Its growing back and shes clean, I take her a bath twice a week, her hair is now white, except for her stomach and chest. Its brownish, I wash her with whiting shampoo ect, but it wont turn "white." Im thinking maybe because she was used for mating and popping out babies every chance they got. Shes a beautiful dog, and I dont mind it being brown, but is it suppose too? She also has the staining on her eyes, but I made sure to keep it clean. Shes my first Maltese, acutally white dog, all my others are black and brown. SO any advice will help


----------



## Graco22 (Jul 16, 2007)

Its probably just stained. You may have to wait for new growth before it will be white again. Saliva stains or urine stains will not wash out, no matter the shampoo.  Congrats on your new dog.


----------



## Mommy2many (Jul 27, 2012)

what do you mean by "new growth?" 
Shes short haired right now, but I seen pictures of long haired Mals, is she suppose to have long hair. I want to take pictures of her, but shes soo frighten of the camera.


----------



## Graco22 (Jul 16, 2007)

Mommy2many said:


> what do you mean by "new growth?"
> Shes short haired right now, but I seen pictures of long haired Mals, is she suppose to have long hair. I want to take pictures of her, but shes soo frighten of the camera.

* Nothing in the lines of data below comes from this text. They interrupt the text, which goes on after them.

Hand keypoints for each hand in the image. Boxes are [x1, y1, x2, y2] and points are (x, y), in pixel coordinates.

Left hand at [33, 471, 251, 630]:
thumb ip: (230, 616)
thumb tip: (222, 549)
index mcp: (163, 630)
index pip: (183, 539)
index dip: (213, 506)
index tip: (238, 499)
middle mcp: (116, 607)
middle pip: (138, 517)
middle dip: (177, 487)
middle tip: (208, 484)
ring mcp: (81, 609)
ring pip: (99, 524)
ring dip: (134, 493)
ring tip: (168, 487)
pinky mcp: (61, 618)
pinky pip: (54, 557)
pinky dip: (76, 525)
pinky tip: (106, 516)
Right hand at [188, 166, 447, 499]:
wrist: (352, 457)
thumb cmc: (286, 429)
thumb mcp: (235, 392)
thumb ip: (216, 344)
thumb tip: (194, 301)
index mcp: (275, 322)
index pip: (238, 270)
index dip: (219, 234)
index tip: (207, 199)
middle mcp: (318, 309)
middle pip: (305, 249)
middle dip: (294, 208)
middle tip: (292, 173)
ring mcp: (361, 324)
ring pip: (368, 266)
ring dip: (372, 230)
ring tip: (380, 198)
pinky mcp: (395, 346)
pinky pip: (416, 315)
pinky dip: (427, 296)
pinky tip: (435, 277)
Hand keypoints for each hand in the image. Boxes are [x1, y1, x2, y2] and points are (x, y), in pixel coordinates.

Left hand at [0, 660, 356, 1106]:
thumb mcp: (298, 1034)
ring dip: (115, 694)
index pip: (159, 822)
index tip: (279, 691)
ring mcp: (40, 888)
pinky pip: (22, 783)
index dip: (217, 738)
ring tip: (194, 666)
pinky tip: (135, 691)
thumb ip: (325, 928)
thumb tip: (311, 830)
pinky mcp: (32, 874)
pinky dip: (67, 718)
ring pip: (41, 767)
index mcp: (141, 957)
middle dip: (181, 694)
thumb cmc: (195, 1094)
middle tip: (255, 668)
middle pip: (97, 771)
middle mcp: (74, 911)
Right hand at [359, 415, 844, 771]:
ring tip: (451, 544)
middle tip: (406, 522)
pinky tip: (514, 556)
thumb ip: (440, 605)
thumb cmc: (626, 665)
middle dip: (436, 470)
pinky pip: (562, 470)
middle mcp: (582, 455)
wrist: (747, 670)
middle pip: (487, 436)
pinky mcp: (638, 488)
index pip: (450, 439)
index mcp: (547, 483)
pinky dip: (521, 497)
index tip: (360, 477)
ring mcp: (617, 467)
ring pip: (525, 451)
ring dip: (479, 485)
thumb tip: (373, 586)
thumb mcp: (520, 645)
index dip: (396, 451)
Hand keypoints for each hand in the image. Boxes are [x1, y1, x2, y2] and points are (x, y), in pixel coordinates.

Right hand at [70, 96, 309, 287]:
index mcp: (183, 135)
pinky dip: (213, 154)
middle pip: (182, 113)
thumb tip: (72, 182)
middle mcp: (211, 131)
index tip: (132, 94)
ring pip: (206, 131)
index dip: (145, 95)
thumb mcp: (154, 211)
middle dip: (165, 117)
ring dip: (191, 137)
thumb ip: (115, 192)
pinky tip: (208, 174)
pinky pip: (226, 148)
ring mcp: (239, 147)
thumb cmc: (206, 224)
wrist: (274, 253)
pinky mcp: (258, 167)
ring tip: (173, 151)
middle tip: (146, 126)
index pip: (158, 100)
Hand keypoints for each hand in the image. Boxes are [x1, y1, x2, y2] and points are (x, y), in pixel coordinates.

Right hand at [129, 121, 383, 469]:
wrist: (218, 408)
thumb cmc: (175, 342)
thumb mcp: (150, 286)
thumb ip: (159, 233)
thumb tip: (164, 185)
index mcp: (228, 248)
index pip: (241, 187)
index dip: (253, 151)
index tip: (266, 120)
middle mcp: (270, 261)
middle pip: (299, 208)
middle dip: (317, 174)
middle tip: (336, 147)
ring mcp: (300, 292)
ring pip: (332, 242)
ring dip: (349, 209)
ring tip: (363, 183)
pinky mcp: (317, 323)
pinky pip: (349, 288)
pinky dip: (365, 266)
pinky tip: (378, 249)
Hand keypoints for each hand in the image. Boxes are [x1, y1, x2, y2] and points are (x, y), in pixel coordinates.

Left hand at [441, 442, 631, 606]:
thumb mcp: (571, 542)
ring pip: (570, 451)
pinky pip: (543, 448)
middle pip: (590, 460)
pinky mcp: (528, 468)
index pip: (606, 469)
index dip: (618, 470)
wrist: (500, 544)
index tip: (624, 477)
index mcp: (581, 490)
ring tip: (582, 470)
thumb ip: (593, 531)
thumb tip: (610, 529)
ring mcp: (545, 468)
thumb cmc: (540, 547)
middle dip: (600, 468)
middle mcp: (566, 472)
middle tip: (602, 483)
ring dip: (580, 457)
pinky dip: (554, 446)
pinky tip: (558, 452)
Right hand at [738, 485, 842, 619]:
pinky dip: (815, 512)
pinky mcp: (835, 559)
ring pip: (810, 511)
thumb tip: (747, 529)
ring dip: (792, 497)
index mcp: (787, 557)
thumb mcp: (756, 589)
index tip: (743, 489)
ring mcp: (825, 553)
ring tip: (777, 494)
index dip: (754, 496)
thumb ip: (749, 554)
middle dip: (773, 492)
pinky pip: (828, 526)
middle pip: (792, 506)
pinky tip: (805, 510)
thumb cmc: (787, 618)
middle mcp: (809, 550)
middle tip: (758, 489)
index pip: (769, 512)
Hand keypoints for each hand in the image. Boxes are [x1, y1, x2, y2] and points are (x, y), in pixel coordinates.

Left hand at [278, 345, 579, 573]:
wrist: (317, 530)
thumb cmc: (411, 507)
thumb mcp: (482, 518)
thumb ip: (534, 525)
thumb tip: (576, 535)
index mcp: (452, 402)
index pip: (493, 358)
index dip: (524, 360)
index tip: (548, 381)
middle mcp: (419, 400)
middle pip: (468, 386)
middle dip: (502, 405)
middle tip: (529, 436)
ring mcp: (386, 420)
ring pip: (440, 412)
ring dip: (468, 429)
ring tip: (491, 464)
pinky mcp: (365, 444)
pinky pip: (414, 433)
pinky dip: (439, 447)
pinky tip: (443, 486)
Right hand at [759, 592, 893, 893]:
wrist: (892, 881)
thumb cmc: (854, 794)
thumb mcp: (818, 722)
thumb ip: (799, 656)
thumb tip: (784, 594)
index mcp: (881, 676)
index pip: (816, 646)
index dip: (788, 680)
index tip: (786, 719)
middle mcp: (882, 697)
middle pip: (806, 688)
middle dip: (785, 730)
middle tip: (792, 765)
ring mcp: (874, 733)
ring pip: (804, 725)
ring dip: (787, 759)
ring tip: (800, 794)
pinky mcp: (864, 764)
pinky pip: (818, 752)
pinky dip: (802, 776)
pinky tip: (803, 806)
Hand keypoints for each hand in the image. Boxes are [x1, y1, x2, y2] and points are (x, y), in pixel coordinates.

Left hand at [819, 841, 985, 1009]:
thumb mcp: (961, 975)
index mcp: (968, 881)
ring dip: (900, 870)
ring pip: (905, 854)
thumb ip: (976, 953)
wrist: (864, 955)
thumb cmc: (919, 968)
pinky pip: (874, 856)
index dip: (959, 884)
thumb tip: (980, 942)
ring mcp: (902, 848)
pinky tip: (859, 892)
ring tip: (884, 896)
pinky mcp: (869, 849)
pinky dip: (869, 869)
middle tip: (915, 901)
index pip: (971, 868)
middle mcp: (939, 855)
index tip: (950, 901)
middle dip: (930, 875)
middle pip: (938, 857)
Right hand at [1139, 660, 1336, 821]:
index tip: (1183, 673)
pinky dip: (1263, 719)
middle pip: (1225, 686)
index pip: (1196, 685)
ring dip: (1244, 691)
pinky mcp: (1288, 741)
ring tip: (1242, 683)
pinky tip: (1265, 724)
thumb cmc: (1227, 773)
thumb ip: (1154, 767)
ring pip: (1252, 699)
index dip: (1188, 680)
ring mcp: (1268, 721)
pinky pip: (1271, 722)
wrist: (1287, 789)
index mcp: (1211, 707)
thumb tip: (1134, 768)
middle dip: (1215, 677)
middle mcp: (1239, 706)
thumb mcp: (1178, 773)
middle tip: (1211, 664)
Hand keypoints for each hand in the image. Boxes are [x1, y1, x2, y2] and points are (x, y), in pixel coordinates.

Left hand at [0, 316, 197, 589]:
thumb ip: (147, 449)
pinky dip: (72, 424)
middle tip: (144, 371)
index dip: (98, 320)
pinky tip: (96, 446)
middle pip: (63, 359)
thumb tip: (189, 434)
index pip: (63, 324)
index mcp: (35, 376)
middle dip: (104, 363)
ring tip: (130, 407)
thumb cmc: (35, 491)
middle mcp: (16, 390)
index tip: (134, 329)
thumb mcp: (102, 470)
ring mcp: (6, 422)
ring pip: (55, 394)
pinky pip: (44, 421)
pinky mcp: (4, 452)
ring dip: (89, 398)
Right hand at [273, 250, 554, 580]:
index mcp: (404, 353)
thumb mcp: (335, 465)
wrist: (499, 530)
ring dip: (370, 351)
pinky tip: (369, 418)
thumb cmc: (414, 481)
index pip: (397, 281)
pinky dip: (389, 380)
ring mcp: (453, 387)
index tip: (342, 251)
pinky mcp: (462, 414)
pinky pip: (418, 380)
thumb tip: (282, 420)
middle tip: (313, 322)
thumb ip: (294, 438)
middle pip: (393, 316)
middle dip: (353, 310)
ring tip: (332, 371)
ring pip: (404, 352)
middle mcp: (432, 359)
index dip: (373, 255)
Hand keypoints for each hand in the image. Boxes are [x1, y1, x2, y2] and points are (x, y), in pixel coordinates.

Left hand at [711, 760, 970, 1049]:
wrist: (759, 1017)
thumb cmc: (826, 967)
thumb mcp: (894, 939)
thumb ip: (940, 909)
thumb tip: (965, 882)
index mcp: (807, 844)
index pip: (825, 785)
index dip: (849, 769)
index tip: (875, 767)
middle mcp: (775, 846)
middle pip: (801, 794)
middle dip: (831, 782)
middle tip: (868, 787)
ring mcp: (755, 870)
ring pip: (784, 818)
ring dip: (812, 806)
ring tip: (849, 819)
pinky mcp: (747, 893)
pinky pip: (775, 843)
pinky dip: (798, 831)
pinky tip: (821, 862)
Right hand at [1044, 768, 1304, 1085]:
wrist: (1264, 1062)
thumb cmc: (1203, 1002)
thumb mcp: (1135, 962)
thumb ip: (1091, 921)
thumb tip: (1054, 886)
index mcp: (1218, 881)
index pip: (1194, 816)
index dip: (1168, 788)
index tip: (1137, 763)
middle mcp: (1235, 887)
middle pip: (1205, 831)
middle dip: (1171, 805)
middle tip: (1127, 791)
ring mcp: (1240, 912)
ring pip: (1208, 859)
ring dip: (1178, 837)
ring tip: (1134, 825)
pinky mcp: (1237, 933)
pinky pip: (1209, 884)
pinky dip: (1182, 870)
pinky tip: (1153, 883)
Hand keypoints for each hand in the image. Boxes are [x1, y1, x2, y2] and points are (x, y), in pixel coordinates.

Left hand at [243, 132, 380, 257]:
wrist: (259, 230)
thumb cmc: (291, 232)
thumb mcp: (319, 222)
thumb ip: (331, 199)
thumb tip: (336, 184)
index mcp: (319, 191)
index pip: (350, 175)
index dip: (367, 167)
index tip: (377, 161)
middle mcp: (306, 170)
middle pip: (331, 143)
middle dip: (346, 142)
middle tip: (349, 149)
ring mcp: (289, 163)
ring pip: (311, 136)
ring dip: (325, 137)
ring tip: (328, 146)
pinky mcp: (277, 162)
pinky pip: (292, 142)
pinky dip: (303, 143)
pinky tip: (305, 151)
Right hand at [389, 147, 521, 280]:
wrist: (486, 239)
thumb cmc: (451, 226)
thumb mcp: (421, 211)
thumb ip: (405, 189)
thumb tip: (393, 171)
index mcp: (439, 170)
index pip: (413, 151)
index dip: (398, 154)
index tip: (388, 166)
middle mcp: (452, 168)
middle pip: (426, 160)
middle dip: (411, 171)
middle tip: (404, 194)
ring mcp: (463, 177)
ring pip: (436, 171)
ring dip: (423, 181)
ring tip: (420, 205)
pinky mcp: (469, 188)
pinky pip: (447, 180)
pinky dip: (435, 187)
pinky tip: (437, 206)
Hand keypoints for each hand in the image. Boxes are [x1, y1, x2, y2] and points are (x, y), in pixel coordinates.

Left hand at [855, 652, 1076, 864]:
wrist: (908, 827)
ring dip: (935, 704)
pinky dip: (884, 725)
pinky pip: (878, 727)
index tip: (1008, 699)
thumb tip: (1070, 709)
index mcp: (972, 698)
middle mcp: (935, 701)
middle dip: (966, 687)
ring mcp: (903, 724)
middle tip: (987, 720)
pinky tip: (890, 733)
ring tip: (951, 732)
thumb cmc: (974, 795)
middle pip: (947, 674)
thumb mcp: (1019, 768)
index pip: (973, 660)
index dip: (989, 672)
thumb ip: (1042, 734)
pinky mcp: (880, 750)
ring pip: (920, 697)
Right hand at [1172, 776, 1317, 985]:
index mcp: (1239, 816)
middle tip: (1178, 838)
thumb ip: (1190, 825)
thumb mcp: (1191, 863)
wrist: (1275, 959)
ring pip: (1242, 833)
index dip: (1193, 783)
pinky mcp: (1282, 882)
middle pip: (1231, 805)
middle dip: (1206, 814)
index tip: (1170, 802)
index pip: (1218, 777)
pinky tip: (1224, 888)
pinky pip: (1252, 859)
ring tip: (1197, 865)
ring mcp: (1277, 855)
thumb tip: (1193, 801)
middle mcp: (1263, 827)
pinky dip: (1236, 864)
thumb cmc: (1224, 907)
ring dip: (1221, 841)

Maltese hair never stops growing. As her hair grows, the stained hair can be clipped off. Maltese need regular grooming and clipping if you do not want the upkeep of long hair.


----------



## Mommy2many (Jul 27, 2012)

Ahhh ok got it  
Thank you...


----------



## lisaj1354 (Feb 23, 2008)

Malts can have yellow patches of hair - especially on their ears. They also have black or brown patches of skin. 

Pepper is (supposedly) a Malt x Yorkie and a PM baby too. Its entirely possible that your pup is a mix of some sort. When I got Pepper he was approx. 1.5 years old and all white except for lemon hair on his ears. He is now 3 and has developed patches of brown hair all over his back. His ears are still lemon colored. I love the brown patches - makes him look more mutt-like.

I tend to keep his hair short so that I don't have to spend hours grooming him every week.


----------